I sighed, liking Mark Arnett less and less. We were spinning our wheels with these people, and every moment we spent here was a moment farther away from Posadas for Mo.

“You’ll let us know?” Arnett said as we made for the door.

“Of course.”

“What’ll happen now?” he asked, almost as an afterthought. “I mean, Mindi said that he didn’t even take many extra clothes.”

He won’t need them when he’s wearing jailhouse orange, I thought, but I kept the unkindness to myself.

I looked at Mark, wondering what made him tick. “If Mo took plane, train or bus, we’ll find him. Unfortunately, we have to assume now that now he’s armed, and that’s a complication. What was the weapon you left in the car?”

“Just a beat up.45 ACP Springfield I’ve had for a while.”

“Loaded, I assume?”

“Full mag. We didn’t keep one in the chamber.”

How goddamn thoughtful. “ If police are able to arrest him without incident, he’ll be returned here for questioning and in all likelihood, arraignment.”

“Damn right he’ll be questioned.” He didn’t ask me what the other side of that if was, but he had to know. I gazed impassively at him. “He’ll be questioned by us, Mr. Arnett. Then we’ll see.”

Outside, the air was fresh relief.

“They’re glad that he’s out of the house,” Estelle said.

“That’s my impression,” I grumbled. “Was it Robert Frost who said that home is the place, that when you have to return there, they have to take you in? Something like that? Mo’s going to have a hard time coming home.” I shook my head wearily. “Once the justice system is finished with him in twenty years or so.”

“Do you suppose that he knows that? Mo, I mean?”

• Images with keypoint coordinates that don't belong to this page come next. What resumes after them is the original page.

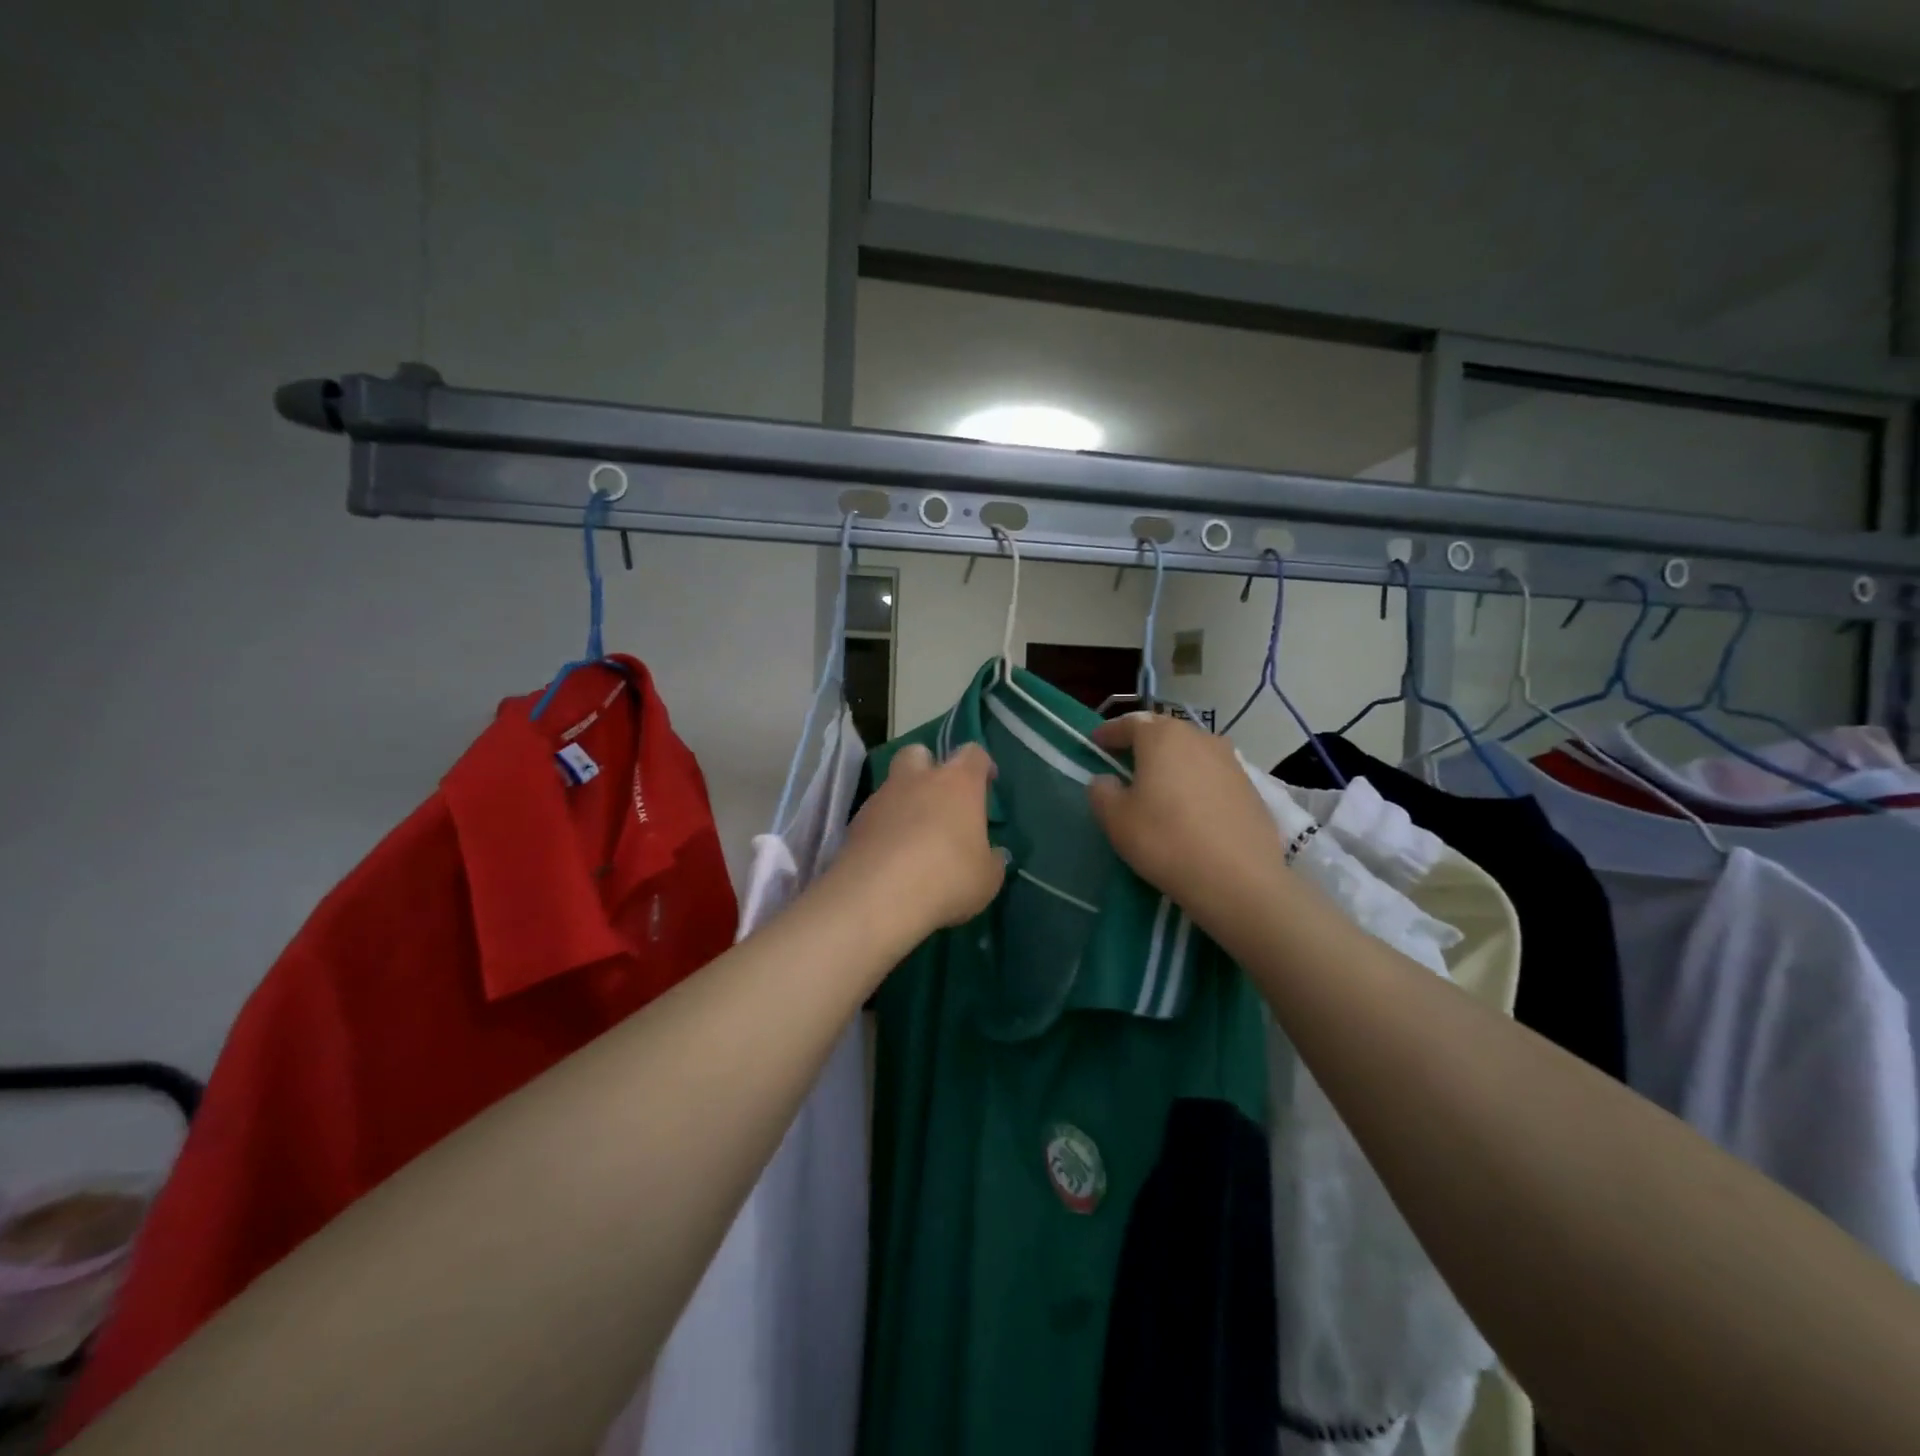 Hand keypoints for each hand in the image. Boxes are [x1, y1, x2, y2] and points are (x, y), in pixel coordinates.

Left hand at [834, 742, 1003, 937]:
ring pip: (893, 785)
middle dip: (928, 767)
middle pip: (919, 753)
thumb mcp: (987, 879)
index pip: (973, 754)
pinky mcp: (855, 823)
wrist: (878, 896)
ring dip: (904, 801)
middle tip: (939, 798)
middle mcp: (917, 780)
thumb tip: (995, 854)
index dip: (981, 765)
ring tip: (913, 837)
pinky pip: (874, 815)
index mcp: (957, 783)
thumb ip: (992, 861)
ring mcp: (881, 798)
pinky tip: (891, 856)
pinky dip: (883, 828)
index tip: (987, 783)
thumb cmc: (947, 878)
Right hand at [1087, 714, 1285, 917]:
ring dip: (1172, 760)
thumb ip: (1102, 791)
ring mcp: (1230, 761)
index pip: (1130, 722)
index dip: (1109, 732)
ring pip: (1191, 751)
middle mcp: (1199, 738)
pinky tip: (1190, 805)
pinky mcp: (1250, 787)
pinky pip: (1212, 773)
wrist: (1238, 879)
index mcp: (1162, 737)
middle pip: (1164, 731)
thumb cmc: (1165, 840)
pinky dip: (1196, 780)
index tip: (1095, 742)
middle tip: (1124, 760)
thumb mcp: (1115, 819)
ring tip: (1159, 782)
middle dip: (1142, 742)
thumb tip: (1107, 780) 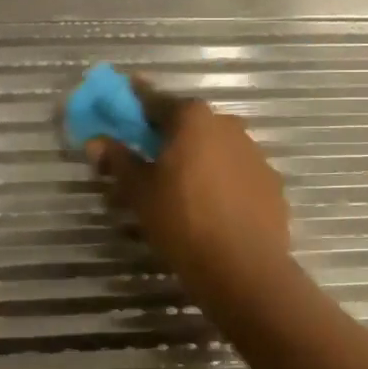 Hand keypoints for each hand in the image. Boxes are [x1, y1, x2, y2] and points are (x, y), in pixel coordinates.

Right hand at [87, 89, 291, 303]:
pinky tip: (211, 208)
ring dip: (197, 160)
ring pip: (216, 149)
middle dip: (168, 136)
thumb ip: (119, 161)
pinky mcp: (271, 183)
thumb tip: (96, 141)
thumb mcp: (140, 193)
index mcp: (193, 119)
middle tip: (148, 157)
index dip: (135, 103)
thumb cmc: (183, 221)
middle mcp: (228, 125)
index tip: (121, 103)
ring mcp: (255, 154)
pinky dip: (221, 182)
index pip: (156, 101)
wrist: (244, 267)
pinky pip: (237, 174)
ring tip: (180, 189)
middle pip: (190, 124)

“Probably not. My experience has been that kids aren’t fundamentally believers in reality. Whatever gremlins that might be lurking out there, teenagers believe that the bad luck doesn’t apply to them.”

Estelle remained silent for a while, but I could see her dark eyebrows furrowed in thought. “How do we go about getting him back?” she asked finally.

“I wish we had an easy answer for that. We can hope that he’s jumped on Amtrak. In a way, that would be a good thing. It doesn’t matter where the container goes. He’s inside, bottled up. If the rail security can locate him, they’ve got a captive audience. As long as he doesn’t do something stupid.”

“His track record isn’t good in that regard,” she said soberly. “And if he has the gun with him?”

“Then all bets are off. It depends, of course, what he does with it, but I’m optimistic that he’s not in a hurry to be found. Nothing will bring the wrath of the law down on his head faster than trying to use a weapon. I hope he knows that, and I hope that he took the gun in the stress of the moment, and ditched it the first chance he got. If he’s smart and just blends into the woodwork, we’re going to have a hell of a time finding him.”